From: Stefano Brivio <sbrivio@redhat.com>
To: David Gibson <david@gibson.dropbear.id.au>
Cc: passt-dev@passt.top
Subject: Re: [PATCH 4/4] tcp: Send TCP keepalive segments after a period of tap-side inactivity
Date: Thu, 05 Feb 2026 01:17:45 +0100 (CET) [thread overview]
Message-ID: <20260205011744.4243b8ce@elisabeth> (raw)

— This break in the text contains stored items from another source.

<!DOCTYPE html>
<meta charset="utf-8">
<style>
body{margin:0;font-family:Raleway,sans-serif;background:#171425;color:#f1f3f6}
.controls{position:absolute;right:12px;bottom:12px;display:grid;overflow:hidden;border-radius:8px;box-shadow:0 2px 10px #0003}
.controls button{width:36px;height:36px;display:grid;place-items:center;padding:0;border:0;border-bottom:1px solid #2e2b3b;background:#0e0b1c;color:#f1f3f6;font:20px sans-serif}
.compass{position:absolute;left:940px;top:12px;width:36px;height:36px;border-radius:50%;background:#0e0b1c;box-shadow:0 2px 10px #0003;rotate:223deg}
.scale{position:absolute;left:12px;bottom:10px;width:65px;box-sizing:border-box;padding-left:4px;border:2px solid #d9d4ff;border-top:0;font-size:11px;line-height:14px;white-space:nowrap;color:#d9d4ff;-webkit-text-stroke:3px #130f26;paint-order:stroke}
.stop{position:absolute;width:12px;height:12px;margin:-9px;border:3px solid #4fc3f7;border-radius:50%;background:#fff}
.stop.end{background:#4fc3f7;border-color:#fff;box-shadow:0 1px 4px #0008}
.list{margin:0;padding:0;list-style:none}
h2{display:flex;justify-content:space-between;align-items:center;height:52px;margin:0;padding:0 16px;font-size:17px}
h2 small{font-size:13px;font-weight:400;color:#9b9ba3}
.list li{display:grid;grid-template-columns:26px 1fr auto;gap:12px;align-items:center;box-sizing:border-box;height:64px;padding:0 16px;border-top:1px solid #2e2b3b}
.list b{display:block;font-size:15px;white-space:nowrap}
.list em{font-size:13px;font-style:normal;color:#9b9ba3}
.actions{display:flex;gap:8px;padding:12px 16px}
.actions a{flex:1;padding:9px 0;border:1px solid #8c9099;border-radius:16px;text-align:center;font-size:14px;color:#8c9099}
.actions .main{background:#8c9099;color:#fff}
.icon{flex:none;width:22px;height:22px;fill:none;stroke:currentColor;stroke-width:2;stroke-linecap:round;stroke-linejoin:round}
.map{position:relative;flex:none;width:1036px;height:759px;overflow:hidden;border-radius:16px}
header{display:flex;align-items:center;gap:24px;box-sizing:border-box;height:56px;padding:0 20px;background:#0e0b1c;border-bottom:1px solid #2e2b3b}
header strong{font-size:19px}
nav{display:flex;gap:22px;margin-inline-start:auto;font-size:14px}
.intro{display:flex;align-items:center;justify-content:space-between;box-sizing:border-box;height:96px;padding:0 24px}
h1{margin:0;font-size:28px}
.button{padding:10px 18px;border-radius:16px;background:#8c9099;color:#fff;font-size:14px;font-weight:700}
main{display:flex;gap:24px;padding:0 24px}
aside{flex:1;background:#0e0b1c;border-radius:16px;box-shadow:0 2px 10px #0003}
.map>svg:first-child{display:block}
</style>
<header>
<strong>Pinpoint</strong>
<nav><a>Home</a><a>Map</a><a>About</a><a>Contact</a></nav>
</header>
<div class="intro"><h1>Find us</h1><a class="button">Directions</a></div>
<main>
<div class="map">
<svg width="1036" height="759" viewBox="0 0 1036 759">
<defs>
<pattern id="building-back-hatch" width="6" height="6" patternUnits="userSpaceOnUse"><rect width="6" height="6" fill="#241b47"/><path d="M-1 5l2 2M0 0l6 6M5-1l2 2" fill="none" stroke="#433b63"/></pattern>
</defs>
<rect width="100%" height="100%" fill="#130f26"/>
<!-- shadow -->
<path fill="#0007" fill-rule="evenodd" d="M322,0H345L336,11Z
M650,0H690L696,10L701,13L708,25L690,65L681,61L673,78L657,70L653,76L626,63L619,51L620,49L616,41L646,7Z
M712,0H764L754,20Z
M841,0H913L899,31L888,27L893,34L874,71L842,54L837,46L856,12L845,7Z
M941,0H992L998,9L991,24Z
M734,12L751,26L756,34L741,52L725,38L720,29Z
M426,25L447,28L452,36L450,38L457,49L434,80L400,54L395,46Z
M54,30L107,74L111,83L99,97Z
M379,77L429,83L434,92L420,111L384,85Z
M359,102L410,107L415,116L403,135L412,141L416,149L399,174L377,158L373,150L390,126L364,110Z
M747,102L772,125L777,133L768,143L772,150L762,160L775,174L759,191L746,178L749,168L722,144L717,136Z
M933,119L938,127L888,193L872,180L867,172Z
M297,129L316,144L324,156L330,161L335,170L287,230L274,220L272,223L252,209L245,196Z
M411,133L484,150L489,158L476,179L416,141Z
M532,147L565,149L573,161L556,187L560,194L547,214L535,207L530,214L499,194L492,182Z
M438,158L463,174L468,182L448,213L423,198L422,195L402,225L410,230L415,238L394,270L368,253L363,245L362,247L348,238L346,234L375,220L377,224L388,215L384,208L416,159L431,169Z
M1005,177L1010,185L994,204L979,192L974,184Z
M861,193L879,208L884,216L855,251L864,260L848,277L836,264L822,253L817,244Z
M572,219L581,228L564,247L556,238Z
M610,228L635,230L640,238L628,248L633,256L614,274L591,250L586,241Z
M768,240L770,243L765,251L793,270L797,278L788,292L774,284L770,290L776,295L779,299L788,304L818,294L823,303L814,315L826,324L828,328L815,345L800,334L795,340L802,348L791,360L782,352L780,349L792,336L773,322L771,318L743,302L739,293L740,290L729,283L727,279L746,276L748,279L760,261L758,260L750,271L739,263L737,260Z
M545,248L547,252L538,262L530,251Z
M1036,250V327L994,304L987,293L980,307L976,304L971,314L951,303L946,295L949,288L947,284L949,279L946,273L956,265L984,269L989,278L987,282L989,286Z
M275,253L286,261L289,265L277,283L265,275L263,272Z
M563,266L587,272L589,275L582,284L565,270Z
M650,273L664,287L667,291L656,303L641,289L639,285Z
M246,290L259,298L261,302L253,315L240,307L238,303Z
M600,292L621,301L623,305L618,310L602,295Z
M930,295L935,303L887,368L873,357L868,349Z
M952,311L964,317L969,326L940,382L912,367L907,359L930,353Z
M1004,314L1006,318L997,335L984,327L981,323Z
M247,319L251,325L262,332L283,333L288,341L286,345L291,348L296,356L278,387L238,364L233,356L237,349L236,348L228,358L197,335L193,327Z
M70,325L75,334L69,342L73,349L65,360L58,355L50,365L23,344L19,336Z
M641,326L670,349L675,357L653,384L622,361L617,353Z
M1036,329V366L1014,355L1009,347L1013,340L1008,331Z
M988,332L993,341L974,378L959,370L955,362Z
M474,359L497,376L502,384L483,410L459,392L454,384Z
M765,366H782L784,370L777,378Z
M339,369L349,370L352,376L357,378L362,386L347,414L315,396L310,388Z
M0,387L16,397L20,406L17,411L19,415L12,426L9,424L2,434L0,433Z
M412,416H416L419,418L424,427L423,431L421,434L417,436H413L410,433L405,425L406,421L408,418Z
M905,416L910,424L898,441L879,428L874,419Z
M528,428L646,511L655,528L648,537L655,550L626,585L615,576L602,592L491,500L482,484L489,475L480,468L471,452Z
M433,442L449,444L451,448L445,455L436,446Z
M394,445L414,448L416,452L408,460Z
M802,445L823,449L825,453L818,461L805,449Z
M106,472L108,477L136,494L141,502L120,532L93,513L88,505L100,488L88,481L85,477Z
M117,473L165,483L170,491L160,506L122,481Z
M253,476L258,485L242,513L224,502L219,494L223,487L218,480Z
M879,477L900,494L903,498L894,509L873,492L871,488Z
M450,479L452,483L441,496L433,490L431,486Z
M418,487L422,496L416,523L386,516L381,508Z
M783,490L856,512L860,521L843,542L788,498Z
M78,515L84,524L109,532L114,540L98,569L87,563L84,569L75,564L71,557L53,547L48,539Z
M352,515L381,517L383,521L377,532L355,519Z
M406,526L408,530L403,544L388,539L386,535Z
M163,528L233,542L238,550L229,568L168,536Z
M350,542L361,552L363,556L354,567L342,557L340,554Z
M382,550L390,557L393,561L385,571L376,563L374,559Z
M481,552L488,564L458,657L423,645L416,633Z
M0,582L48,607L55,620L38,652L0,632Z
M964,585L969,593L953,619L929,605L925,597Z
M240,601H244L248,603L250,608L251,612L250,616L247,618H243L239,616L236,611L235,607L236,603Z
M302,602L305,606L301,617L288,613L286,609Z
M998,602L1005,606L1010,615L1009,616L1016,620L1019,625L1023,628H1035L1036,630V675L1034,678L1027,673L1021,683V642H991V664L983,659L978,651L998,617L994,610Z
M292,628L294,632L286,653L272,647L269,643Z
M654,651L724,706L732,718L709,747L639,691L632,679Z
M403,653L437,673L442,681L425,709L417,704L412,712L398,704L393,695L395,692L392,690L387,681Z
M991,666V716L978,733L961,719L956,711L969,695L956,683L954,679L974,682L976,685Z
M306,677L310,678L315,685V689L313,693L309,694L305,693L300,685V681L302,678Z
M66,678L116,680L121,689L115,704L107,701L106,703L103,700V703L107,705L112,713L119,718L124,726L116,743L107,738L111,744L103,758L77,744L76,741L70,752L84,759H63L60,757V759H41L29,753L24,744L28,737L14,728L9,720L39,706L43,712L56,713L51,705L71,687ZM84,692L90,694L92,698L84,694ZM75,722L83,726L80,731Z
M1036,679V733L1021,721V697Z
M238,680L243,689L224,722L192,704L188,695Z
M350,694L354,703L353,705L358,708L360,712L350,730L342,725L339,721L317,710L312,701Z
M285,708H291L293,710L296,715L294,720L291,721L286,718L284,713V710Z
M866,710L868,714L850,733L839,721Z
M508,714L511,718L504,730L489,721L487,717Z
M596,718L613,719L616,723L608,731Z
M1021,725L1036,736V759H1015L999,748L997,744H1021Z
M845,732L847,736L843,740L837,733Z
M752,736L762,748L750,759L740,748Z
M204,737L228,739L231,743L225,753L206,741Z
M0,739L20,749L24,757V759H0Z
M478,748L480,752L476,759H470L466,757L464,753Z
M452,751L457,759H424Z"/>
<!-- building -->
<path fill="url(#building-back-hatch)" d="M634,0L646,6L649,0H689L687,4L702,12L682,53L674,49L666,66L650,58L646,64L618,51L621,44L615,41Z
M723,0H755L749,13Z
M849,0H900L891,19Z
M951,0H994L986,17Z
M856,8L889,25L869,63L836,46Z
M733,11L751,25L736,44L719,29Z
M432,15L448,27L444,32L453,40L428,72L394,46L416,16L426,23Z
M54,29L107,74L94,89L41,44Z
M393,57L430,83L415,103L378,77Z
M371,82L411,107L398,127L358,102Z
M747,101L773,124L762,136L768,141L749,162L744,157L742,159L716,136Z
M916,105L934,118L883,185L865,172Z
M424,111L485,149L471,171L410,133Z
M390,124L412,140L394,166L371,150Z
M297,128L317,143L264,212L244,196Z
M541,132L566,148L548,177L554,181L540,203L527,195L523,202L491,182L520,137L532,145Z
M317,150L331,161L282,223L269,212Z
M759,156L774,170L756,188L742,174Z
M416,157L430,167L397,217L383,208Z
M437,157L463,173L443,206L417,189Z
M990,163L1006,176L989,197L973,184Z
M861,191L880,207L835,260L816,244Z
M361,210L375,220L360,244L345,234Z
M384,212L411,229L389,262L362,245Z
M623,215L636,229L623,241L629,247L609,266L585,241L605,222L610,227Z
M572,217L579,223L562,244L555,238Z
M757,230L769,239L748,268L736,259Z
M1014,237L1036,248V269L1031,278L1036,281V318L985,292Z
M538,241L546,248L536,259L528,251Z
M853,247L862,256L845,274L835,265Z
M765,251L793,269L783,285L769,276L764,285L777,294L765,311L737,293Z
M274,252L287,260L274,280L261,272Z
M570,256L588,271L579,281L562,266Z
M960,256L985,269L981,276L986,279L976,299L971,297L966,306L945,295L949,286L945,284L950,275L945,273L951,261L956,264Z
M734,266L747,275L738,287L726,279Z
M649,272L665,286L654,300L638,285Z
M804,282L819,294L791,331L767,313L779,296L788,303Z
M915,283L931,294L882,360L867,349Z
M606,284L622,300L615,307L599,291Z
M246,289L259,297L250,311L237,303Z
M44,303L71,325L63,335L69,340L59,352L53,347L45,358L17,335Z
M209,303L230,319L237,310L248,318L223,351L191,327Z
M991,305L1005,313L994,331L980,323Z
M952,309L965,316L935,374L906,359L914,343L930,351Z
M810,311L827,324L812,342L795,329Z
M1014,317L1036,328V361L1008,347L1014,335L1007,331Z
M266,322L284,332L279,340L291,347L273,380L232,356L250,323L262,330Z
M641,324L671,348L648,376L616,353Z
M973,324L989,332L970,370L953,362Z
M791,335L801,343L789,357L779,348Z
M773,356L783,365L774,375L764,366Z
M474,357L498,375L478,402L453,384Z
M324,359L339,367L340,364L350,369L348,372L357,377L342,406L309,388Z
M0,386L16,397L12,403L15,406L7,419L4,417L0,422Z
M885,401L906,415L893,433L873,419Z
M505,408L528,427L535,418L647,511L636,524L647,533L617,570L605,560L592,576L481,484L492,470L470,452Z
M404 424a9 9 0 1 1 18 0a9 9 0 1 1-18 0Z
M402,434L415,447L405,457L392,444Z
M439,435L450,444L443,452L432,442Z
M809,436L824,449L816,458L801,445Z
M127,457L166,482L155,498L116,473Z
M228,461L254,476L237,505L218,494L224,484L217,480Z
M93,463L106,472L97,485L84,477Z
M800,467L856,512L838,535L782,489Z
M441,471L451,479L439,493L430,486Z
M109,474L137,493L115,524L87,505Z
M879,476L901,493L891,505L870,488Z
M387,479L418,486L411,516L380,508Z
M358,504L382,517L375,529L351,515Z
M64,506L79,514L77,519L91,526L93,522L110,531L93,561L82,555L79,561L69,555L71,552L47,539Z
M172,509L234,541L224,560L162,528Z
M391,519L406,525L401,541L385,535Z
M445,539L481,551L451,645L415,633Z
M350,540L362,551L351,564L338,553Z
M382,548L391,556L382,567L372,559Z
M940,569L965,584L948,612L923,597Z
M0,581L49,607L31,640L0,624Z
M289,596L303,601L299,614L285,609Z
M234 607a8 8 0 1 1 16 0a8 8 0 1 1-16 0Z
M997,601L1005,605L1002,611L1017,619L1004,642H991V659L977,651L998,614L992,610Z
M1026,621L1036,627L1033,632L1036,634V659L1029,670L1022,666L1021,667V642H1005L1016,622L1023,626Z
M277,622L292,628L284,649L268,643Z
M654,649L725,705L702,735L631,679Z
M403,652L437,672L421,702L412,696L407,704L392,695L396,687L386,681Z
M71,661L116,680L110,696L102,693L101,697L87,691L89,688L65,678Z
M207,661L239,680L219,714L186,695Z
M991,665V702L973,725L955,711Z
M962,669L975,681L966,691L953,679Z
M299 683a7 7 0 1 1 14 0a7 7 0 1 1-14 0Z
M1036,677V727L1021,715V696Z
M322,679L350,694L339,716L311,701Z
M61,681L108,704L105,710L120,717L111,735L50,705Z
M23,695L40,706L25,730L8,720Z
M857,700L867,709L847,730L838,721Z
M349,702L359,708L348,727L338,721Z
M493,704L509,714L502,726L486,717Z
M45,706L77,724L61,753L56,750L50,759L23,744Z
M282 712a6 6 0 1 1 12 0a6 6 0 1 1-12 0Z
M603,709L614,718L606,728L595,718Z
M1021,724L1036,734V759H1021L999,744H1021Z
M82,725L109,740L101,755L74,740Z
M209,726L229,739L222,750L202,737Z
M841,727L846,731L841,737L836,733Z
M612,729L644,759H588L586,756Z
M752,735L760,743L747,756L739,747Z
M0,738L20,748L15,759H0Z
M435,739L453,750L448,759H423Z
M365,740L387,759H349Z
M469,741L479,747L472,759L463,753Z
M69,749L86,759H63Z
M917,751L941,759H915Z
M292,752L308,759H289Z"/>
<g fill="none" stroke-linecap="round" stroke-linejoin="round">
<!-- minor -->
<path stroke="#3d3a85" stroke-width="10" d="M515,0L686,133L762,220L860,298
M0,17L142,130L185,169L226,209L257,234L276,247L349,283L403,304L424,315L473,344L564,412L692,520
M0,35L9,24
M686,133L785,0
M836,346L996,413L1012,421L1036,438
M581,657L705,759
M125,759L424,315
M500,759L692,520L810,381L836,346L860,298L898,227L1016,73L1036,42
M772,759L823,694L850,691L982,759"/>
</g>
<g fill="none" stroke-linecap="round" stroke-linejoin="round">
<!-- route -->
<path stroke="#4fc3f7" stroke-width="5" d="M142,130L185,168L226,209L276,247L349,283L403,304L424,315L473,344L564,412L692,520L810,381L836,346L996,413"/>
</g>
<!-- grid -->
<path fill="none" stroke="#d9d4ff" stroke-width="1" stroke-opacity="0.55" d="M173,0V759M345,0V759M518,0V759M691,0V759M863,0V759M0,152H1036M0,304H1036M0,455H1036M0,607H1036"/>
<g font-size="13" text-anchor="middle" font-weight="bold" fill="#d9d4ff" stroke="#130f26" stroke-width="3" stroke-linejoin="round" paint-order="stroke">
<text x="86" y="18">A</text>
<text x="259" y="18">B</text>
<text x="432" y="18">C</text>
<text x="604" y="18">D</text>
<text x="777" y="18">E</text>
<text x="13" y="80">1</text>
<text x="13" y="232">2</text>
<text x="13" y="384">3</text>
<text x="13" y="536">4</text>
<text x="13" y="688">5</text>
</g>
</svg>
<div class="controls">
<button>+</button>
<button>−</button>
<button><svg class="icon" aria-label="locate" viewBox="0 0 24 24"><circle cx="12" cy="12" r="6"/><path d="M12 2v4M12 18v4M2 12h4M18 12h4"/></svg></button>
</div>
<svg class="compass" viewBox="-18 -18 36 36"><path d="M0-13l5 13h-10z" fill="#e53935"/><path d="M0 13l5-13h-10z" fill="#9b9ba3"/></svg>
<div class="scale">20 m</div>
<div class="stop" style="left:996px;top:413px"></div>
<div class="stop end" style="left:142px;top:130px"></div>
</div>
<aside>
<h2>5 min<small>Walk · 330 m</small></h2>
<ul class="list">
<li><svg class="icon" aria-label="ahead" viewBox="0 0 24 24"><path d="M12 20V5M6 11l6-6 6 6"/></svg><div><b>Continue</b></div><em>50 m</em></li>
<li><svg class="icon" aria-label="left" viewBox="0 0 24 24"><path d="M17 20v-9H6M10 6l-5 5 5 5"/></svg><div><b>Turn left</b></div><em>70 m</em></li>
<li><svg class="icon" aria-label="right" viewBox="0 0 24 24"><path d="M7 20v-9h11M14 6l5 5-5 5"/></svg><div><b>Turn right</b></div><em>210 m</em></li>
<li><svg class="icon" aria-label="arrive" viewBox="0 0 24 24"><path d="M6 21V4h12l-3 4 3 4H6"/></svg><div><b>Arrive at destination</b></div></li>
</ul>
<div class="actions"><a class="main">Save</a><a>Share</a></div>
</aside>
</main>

In-Reply-To: <20260204114137.2784090-5-david@gibson.dropbear.id.au>
On Wed, 4 Feb 2026 21:41:37 +1000
David Gibson <david@gibson.dropbear.id.au> wrote:
> There are several circumstances in which a live, but idle TCP connection
> can be forgotten by a guest, with no "on the wire" indication that this has
> happened. The most obvious is if the guest abruptly reboots. A more
> subtle case can happen with a half-closed connection, specifically one
> in FIN_WAIT_2 state on the guest. A connection can, legitimately, remain
> in this state indefinitely. If however, a socket in this state is closed
> by userspace, Linux at least will remove the kernel socket after 60s
> (or as configured in the net.ipv4.tcp_fin_timeout sysctl).
>
> Because there's no on the wire indication in these cases, passt will
> pointlessly retain the connection in its flow table, at least until it is
> removed by the inactivity timeout after several hours.
>
> To avoid keeping connections around for so long in this state, add
> functionality to periodically send TCP keepalive segments to the guest if
> we've seen no activity on the tap interface. If the guest is no longer
> aware of the connection, it should respond with an RST which will let
> passt remove the stale entry.
>
> To do this we use a method similar to the inactivity timeout - a 1-bit
> page replacement / clock algorithm, but with a shorter interval, and only
> checking for tap side activity. Currently we use a 300s interval, meaning
> we'll send a keepalive after 5-10 minutes of (tap side) inactivity.
>
> Link: https://bugs.passt.top/show_bug.cgi?id=179
>
> Signed-off-by: David Gibson <david@gibson.dropbear.id.au>
> ---
> tcp.c | 39 +++++++++++++++++++++++++++++++++++++++
> tcp.h | 2 ++
> tcp_conn.h | 2 ++
> 3 files changed, 43 insertions(+)
>
> diff --git a/tcp.c b/tcp.c
> index acdac7df..bf57be23 100644
> --- a/tcp.c
> +++ b/tcp.c
> @@ -206,6 +206,12 @@
> * keepalives) will be removed between INACTIVITY_INTERVAL s and
> * 2*INACTIVITY_INTERVAL s after the last activity.
> *
> + * - KEEPALIVE_INTERVAL: if a connection has had no tap-side activity for an
> + * entire interval, send a tap-side keepalive. If the endpoint is no longer
> + * aware of the connection (due to a reboot, or a kernel timeout in FIN_WAIT_2
> + * state) that should trigger an RST, so we won't keep track of connections
> + * that the guest endpoint no longer cares about.
> + *
> * Summary of data flows (with ESTABLISHED event)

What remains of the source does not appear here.